DTE Energy is not legally responsible for damage caused by an act of nature. If you own your home or rent and have renter's insurance, please check with your insurance company to see if your losses are covered by your policy. Visit our Damages and Claims page for more information related to storm damage.
Power lines are down on my street. What should I do?
First, stay at least 20 feet away from the lines, and keep children and pets inside. Assume that all downed power lines are energized and stay away. You can report the downed lines online or call us at 800.477.4747. If you think the downed lines pose an immediate hazard to the public, call 911 or your local emergency police and fire number.
How can I tell if a downed power line is still energized?
Consider all lines to be energized and stay at least 20 feet away. Keep children and pets away, too. Energized wires that have fallen may whip around, spark or arc as they look for a ground, which is either the earth or something connected to the earth, such as a tree or metal fence. However, energized wires that have found their ground may lie silent and still, but are equally dangerous.
Why do my neighbors across the street or around the corner have power and I don't?
There are several possible reasons. Fuses inside your home could have tripped and caused an outage. Tree limbs may have fallen on your service drop, which is the line that runs from the utility pole to your home. Or your neighbors may get their electrical service from another circuit that was not damaged by the storm or was restored earlier than the circuit supplying power to your home.
What happens after I report my outage?
After you report an outage, we create a computerized report of the trouble. The information contained in the trouble report goes into our outage management computer program, which helps us determine the extent of the outage based on your outage report, those from other customers, current weather conditions and other factors. After the extent of the outage is determined, we prioritize your trouble report and send it to our dispatch center for assignment to a line crew for repair.
How does DTE Energy handle all the restoration work after a major storm?
Our staff constantly monitors weather conditions, and when severe weather threatens, we begin mobilizing early on. By the time severe storms reach our area, our emergency team is already at work implementing our storm response plan. As soon as weather conditions permit us to safely begin restoration work, such as when the storm subsides, our crews assess the extent of damage and begin restoration. If necessary, we call in line crews from other utilities to help with restoration efforts.

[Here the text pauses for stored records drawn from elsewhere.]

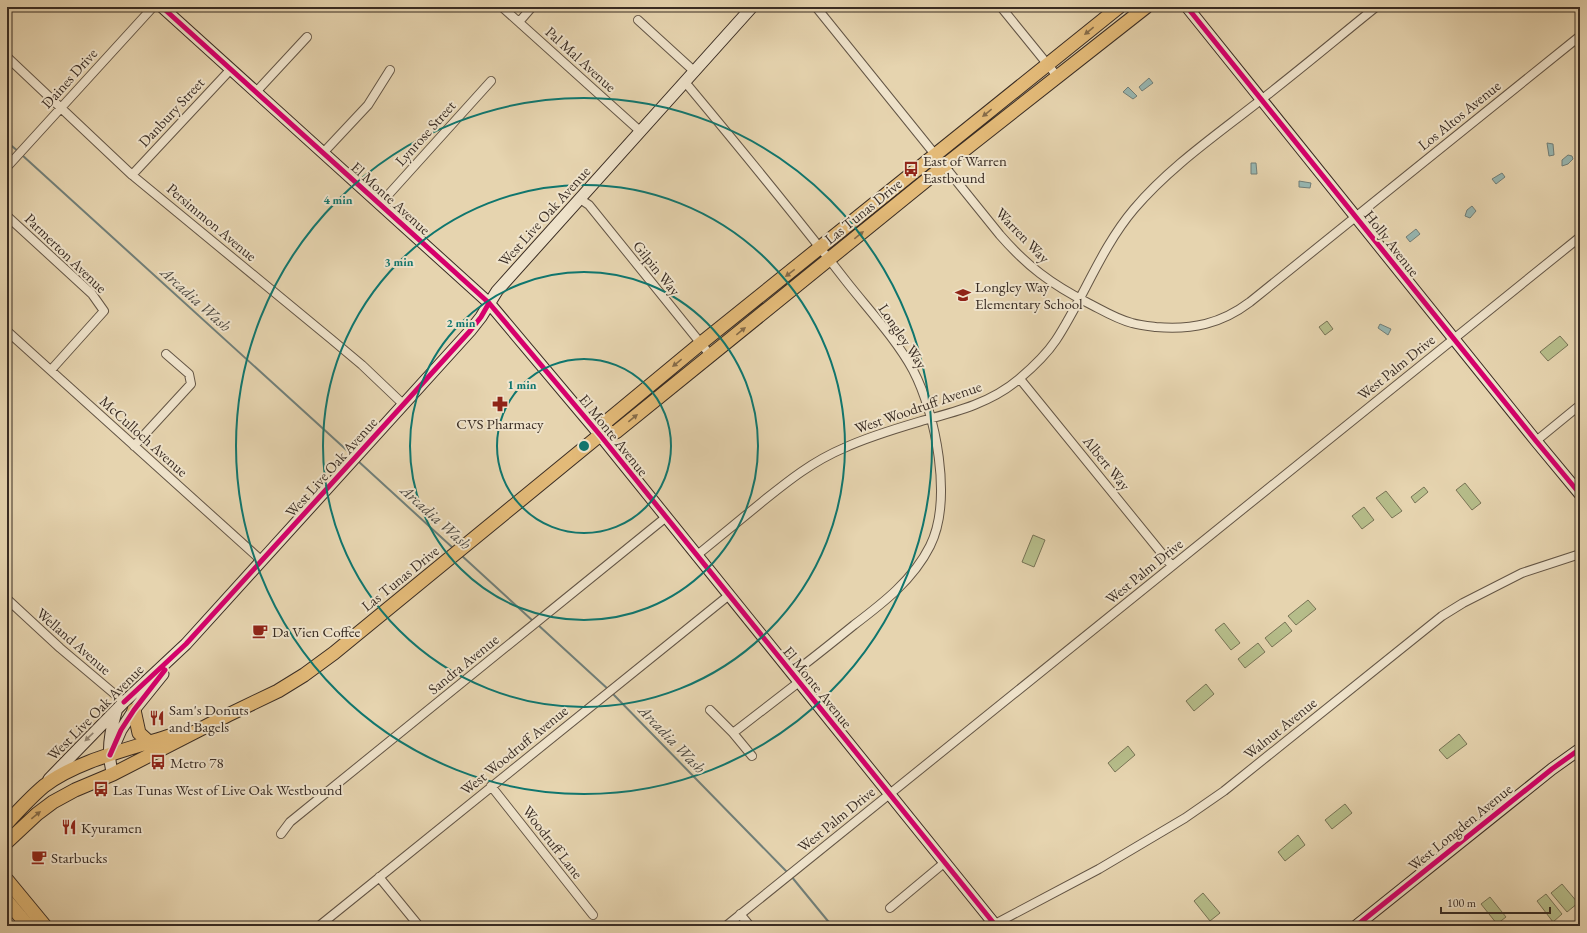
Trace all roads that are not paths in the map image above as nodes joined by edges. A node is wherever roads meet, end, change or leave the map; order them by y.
1 (153, 7) edge
2 (162, 7) edge
3 (502, 7) edge
4 (532, 7) edge
5 (752, 7) edge
6 (816, 7) edge
7 (1001, 7) edge
8 (1119, 7) edge
9 (1146, 7) edge
10 (1186, 7) edge
11 (1376, 7) edge
12 (638, 20) dead end
13 (519, 22) junction
14 (1580, 36) edge
15 (307, 37) dead end
16 (7, 57) edge
17 (1047, 64) junction
18 (231, 69) junction
19 (390, 70) dead end
20 (695, 72) junction
21 (1057, 76) junction
22 (491, 81) dead end
23 (685, 82) junction
24 (256, 92) junction
25 (1262, 99) junction
26 (61, 107) junction
27 (641, 132) junction
28 (323, 153) junction
29 (935, 155) junction
30 (944, 166) junction
31 (7, 167) edge
32 (132, 175) junction
33 (580, 199) junction
34 (380, 204) junction
35 (7, 216) edge
36 (1356, 216) junction
37 (1580, 237) edge
38 (820, 249) junction
39 (829, 259) junction
40 (1080, 299) junction
41 (489, 303) junction
42 (7, 332) edge
43 (1453, 339) junction
44 (700, 344) junction
45 (166, 354) dead end
46 (710, 356) junction
47 (51, 370) junction
48 (1020, 379) junction
49 (403, 404) junction
50 (1580, 405) edge
51 (931, 419) junction
52 (600, 436) junction
53 (1536, 441) junction
54 (134, 446) junction
55 (1580, 494) edge
56 (665, 518) junction
57 (1580, 554) edge
58 (696, 556) junction
59 (262, 561) junction
60 (1172, 566) junction
61 (728, 596) junction
62 (7, 599) edge
63 (796, 678) junction
64 (125, 707) junction
65 (710, 710) dead end
66 (228, 715) junction
67 (734, 733) junction
68 (150, 743) junction
69 (1580, 749) edge
70 (110, 755) junction
71 (752, 756) dead end
72 (113, 774) junction
73 (491, 786) junction
74 (889, 794) junction
75 (66, 795) junction
76 (27, 803) junction
77 (7, 823) edge
78 (281, 834) dead end
79 (7, 842) edge
80 (944, 863) junction
81 (379, 877) junction
82 (7, 880) edge
83 (7, 901) edge
84 (890, 908) dead end
85 (740, 914) junction
86 (593, 915) dead end
87 (996, 925) edge
88 (28, 926) edge
89 (45, 926) edge
90 (318, 926) edge
91 (419, 926) edge
92 (726, 926) edge
93 (750, 926) edge
94 (1356, 926) edge

1 - 26 street, Daines Drive
2 - 18 street, El Monte Avenue
3 - 13 street, Pal Mal Avenue
4 - 13 street
5 - 20 street, West Live Oak Avenue
6 - 29 street, Warren Way
7 - 17 street
8 -> 17 main road, Las Tunas Drive
9 - 21 main road, Las Tunas Drive
10 - 25 street, Holly Avenue
11 - 25 street, West Woodruff Avenue
12 - 20 street
13 - 27 street, Pal Mal Avenue
14 - 36 street, Los Altos Avenue
15 - 24 street
16 - 26 street, Persimmon Avenue
17 - 21 street
17 -> 29 main road, Las Tunas Drive
18 - 24 street, El Monte Avenue
18 - 32 street, Danbury Street
19 - 28 street
20 - 23 street, West Live Oak Avenue
21 - 30 main road, Las Tunas Drive
22 - 34 street, Lynrose Street
23 - 27 street, West Live Oak Avenue
23 - 38 street, Longley Way
24 - 28 street, El Monte Avenue
25 - 36 street, Holly Avenue
25 - 40 street, West Woodruff Avenue
26 - 31 street, Daines Drive
26 - 32 street, Persimmon Avenue
27 - 33 street, West Live Oak Avenue
28 - 34 street, El Monte Avenue
29 - 30 street, Warren Way
29 - 38 main road, Las Tunas Drive
39 -> 30 main road, Las Tunas Drive
30 - 40 street, Warren Way
32 - 49 street, Persimmon Avenue
33 - 41 street, West Live Oak Avenue
33 - 44 street, Gilpin Way
34 - 41 street, El Monte Avenue
35 - 47 street, Parmerton Avenue
36 - 40 street, Warren Way
36 - 43 street, Holly Avenue
37 - 43 street, West Palm Drive
38 - 39 street, Longley Way
38 -> 44 main road, Las Tunas Drive
46 -> 39 main road, Las Tunas Drive
39 - 51 street, Longley Way
40 - 48 street, West Woodruff Avenue
41 - 49 street, West Live Oak Avenue
41 - 52 street, El Monte Avenue
42 - 47 street, McCulloch Avenue
43 - 53 street, Holly Avenue
43 - 60 street, West Palm Drive
44 - 46 street, Gilpin Way
44 -> 52 main road, Las Tunas Drive
45 - 54 street
52 -> 46 main road, Las Tunas Drive
47 - 54 street, McCulloch Avenue
48 - 51 street, West Woodruff Avenue
48 - 60 street, Albert Way
49 - 59 street, West Live Oak Avenue
50 - 53 street
51 - 58 street, West Woodruff Avenue
51 - 63 street, Longley Way
52 - 56 street, El Monte Avenue
52 - 66 main road, Las Tunas Drive
53 - 55 street, Holly Avenue
54 - 59 street, McCulloch Avenue
56 - 58 street, El Monte Avenue
56 - 78 street, Sandra Avenue
57 - 87 street, Walnut Avenue
58 - 61 street, El Monte Avenue
59 - 64 street, West Live Oak Avenue
60 - 74 street, West Palm Drive
61 - 63 street, El Monte Avenue
61 - 73 street, West Woodruff Avenue
62 - 64 street, Welland Avenue
63 - 67 street, Longley Way
63 - 74 street, El Monte Avenue
64 - 68 main road
64 - 70 street, West Live Oak Avenue
64 - 70 street
64 -> 76 street, West Live Oak Avenue
65 - 67 street
66 - 68 main road, Las Tunas Drive
66 - 72 main road, Las Tunas Drive
67 - 71 street
68 - 70 main road, Las Tunas Drive
69 - 94 street, West Longden Avenue
70 - 72 street
70 - 75 main road
70 - 76 main road, Las Tunas Drive
72 - 75 main road, Las Tunas Drive
73 - 81 street, West Woodruff Avenue
73 - 86 street, Woodruff Lane
74 - 80 street, El Monte Avenue
74 - 85 street, West Palm Drive
79 -> 75 main road, Las Tunas Drive
76 - 77 main road, Las Tunas Drive
80 - 84 street
80 - 87 street, El Monte Avenue
81 - 90 street, West Woodruff Avenue
81 - 91 street
82 - 89 main road
83 - 88 main road
85 - 92 street, West Palm Drive
85 - 93 street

How do you decide which customers get their power restored first?
Our top priority is restoring power to hospitals, nursing-care facilities, police and fire stations, communication facilities (radio and television stations), and sanitary-pumping facilities. We then focus on restoring power to the remaining households and businesses, starting with electrical circuits where the largest numbers of customers are without power.
How can I find out when my power will be restored?
After a major storm, it takes us several hours to analyze the extent of damage and develop restoration schedules. You can get a restoration estimate online from a location that has power or by using the DTE Energy Mobile App. You may also call 800.477.4747 and use our automated system. Remember that estimates may be revised if damage is more severe than anticipated or continuing severe weather delays our restoration efforts.
A line truck drove through my neighborhood. Why didn’t the crew stop to restore my power?
Getting the power back on for everyone is a structured and detailed process; everything must be done in steps. The line truck you saw may have contained a crew that was assessing the extent of damage. Or the crew may have been repairing the lines serving your street, which must be done before the line going into your home is fixed. Please refrain from stopping our line crews to ask questions or make special requests. Doing so only slows restoration of power for you and your neighbors.